Problem details:
Apart from the images, reproduce every record word for word.
--- Records for processing Enclosed Below ---
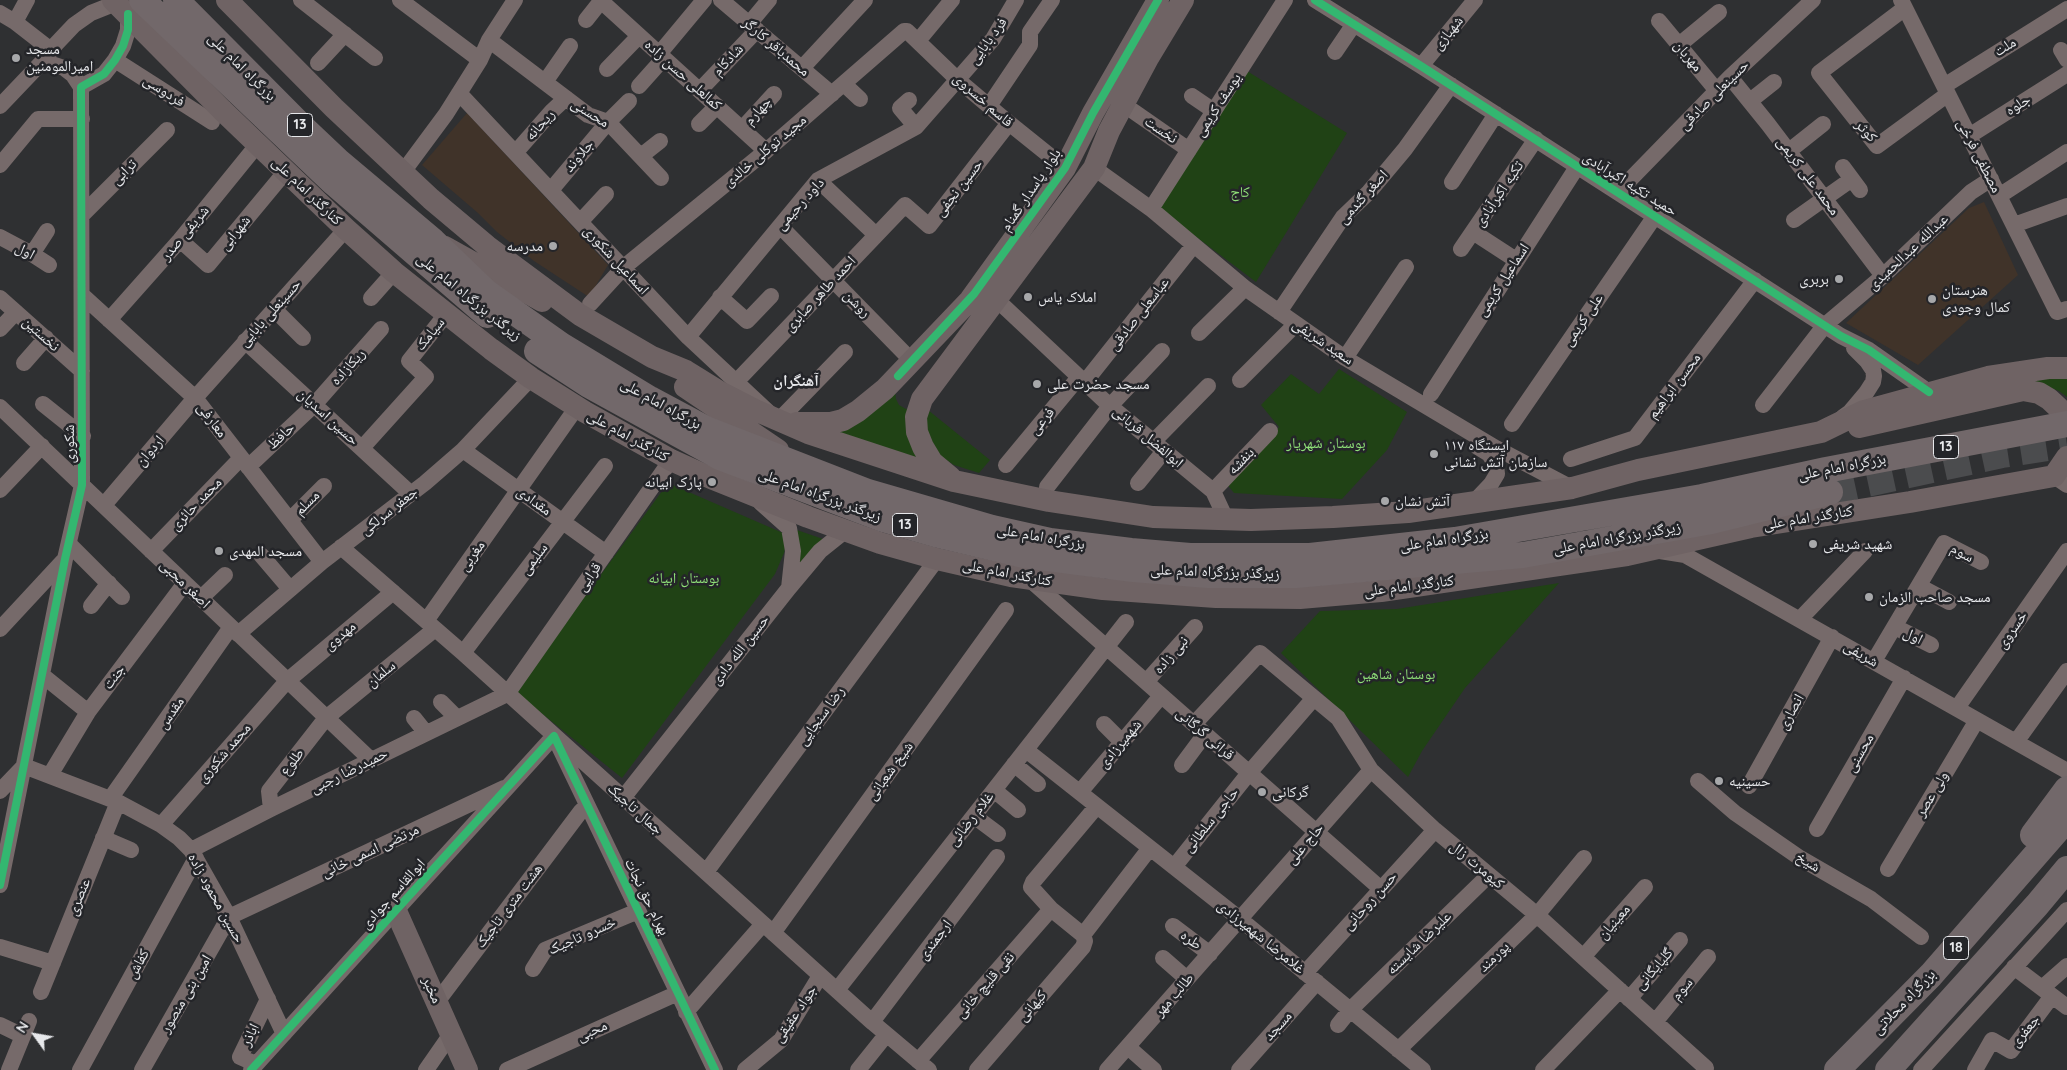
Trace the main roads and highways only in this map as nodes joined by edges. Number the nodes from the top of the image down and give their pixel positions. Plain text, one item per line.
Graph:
1 (176, 0) edge
2 (227, 0) edge
3 (1158, 0) edge
4 (1183, 0) edge
5 (122, 4) edge
6 (433, 241) junction
7 (585, 310) junction
8 (652, 357) junction
9 (905, 368) junction
10 (2067, 368) edge
11 (922, 399) junction
12 (2067, 416) edge
13 (778, 421) junction
14 (2067, 424) edge
15 (1821, 432) junction
16 (2067, 457) edge
17 (800, 464) junction
18 (954, 481) junction
19 (1828, 481) junction
20 (2060, 481) edge
21 (2065, 771) edge
22 (2067, 819) edge
23 (2067, 869) edge
24 (2067, 885) edge
25 (2037, 905) junction
26 (396, 911) road end
27 (1981, 920) junction
28 (467, 1070) edge
29 (1838, 1070) edge
30 (1888, 1070) edge

1 - 6 highway, بزرگراه امام علی / 13
2 - 7 main road
3 - 9 main road, بلوار پاسدار گمنام
4 - 11 main road
5 - 19 highway, زیرگذر بزرگراه امام علی / 13
5 - 20 main road, کنارگذر امام علی
6 - 7 main road
6 - 17 highway, بزرگراه امام علی / 13
7 - 8 main road
8 - 13 main road
8 - 17 main road
9 - 11 main road
9 - 13 main road, بلوار پاسدار گمنام
10 - 15 main road
11 - 18 main road
12 - 15 main road
13 - 18 main road
14 - 19 highway, بزرگراه امام علی / 13
15 - 18 main road
16 - 20 main road, کنارگذر امام علی
17 - 19 highway, بزرگراه امام علی / 13
21 - 27 highway
22 - 27 highway, بزرگراه محلاتی / 18
23 - 25 highway, 18
24 - 25 highway
25 - 30 highway, 18
26 - 28 main road, مخبر
27 - 29 highway, بزرگراه محلاتی / 18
--- End of Enclosed Records for processing ---
Exercise response:
Trace the main roads and highways only in this map as nodes joined by edges. Number the nodes from the top of the image down and give their pixel positions. Plain text, one item per line.
Graph:
1 (176, 0) edge
2 (227, 0) edge
3 (1158, 0) edge
4 (1183, 0) edge
5 (122, 4) edge
6 (433, 241) junction
7 (585, 310) junction
8 (652, 357) junction
9 (905, 368) junction
10 (2067, 368) edge
11 (922, 399) junction
12 (2067, 416) edge
13 (778, 421) junction
14 (2067, 424) edge
15 (1821, 432) junction
16 (2067, 457) edge
17 (800, 464) junction
18 (954, 481) junction
19 (1828, 481) junction
20 (2060, 481) edge
21 (2065, 771) edge
22 (2067, 819) edge
23 (2067, 869) edge
24 (2067, 885) edge
25 (2037, 905) junction
26 (396, 911) road end
27 (1981, 920) junction
28 (467, 1070) edge
29 (1838, 1070) edge
30 (1888, 1070) edge

1 - 6 highway, بزرگراه امام علی / 13
2 - 7 main road
3 - 9 main road, بلوار پاسدار گمنام
4 - 11 main road
5 - 19 highway, زیرگذر بزرگراه امام علی / 13
5 - 20 main road, کنارگذر امام علی
6 - 7 main road
6 - 17 highway, بزرگراه امام علی / 13
7 - 8 main road
8 - 13 main road
8 - 17 main road
9 - 11 main road
9 - 13 main road, بلوار پاسدار گمنام
10 - 15 main road
11 - 18 main road
12 - 15 main road
13 - 18 main road
14 - 19 highway, بزرگراه امام علی / 13
15 - 18 main road
16 - 20 main road, کنارگذر امام علی
17 - 19 highway, بزرگراه امام علی / 13
21 - 27 highway
22 - 27 highway, بزرگراه محلاتی / 18
23 - 25 highway, 18
24 - 25 highway
25 - 30 highway, 18
26 - 28 main road, مخبر
27 - 29 highway, بزرگراه محلاتی / 18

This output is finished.